__LISTED RECORDS__
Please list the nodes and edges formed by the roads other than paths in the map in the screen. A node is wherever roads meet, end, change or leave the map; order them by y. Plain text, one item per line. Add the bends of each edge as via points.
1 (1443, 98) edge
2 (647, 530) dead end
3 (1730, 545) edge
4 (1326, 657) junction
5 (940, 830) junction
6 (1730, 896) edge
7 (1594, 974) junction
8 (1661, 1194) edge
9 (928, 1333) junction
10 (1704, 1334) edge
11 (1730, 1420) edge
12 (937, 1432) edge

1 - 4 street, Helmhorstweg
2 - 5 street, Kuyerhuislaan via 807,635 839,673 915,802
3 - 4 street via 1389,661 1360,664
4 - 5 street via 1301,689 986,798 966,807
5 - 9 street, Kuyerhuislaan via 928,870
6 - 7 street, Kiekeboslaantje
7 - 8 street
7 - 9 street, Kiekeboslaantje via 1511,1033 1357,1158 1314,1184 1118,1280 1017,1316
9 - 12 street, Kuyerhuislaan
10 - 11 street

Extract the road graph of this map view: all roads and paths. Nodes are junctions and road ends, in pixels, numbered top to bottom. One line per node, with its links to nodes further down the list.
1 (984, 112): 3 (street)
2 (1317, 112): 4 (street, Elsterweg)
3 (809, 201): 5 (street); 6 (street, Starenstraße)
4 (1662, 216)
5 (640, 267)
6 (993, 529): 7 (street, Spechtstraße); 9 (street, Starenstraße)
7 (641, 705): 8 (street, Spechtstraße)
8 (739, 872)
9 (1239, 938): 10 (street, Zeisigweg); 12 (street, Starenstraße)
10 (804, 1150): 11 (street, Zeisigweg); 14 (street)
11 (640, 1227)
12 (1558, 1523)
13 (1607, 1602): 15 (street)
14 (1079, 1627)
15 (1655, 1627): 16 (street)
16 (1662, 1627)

__YOUR INSTRUCTIONS__
The answer is the line containing "Extract the road" together with every line after it in the records, repeated exactly and with nothing else.

__OUTPUT FOR THIS EXERCISE__
Extract the road graph of this map view: all roads and paths. Nodes are junctions and road ends, in pixels, numbered top to bottom. One line per node, with its links to nodes further down the list.
1 (984, 112): 3 (street)
2 (1317, 112): 4 (street, Elsterweg)
3 (809, 201): 5 (street); 6 (street, Starenstraße)
4 (1662, 216)
5 (640, 267)
6 (993, 529): 7 (street, Spechtstraße); 9 (street, Starenstraße)
7 (641, 705): 8 (street, Spechtstraße)
8 (739, 872)
9 (1239, 938): 10 (street, Zeisigweg); 12 (street, Starenstraße)
10 (804, 1150): 11 (street, Zeisigweg); 14 (street)
11 (640, 1227)
12 (1558, 1523)
13 (1607, 1602): 15 (street)
14 (1079, 1627)
15 (1655, 1627): 16 (street)
16 (1662, 1627)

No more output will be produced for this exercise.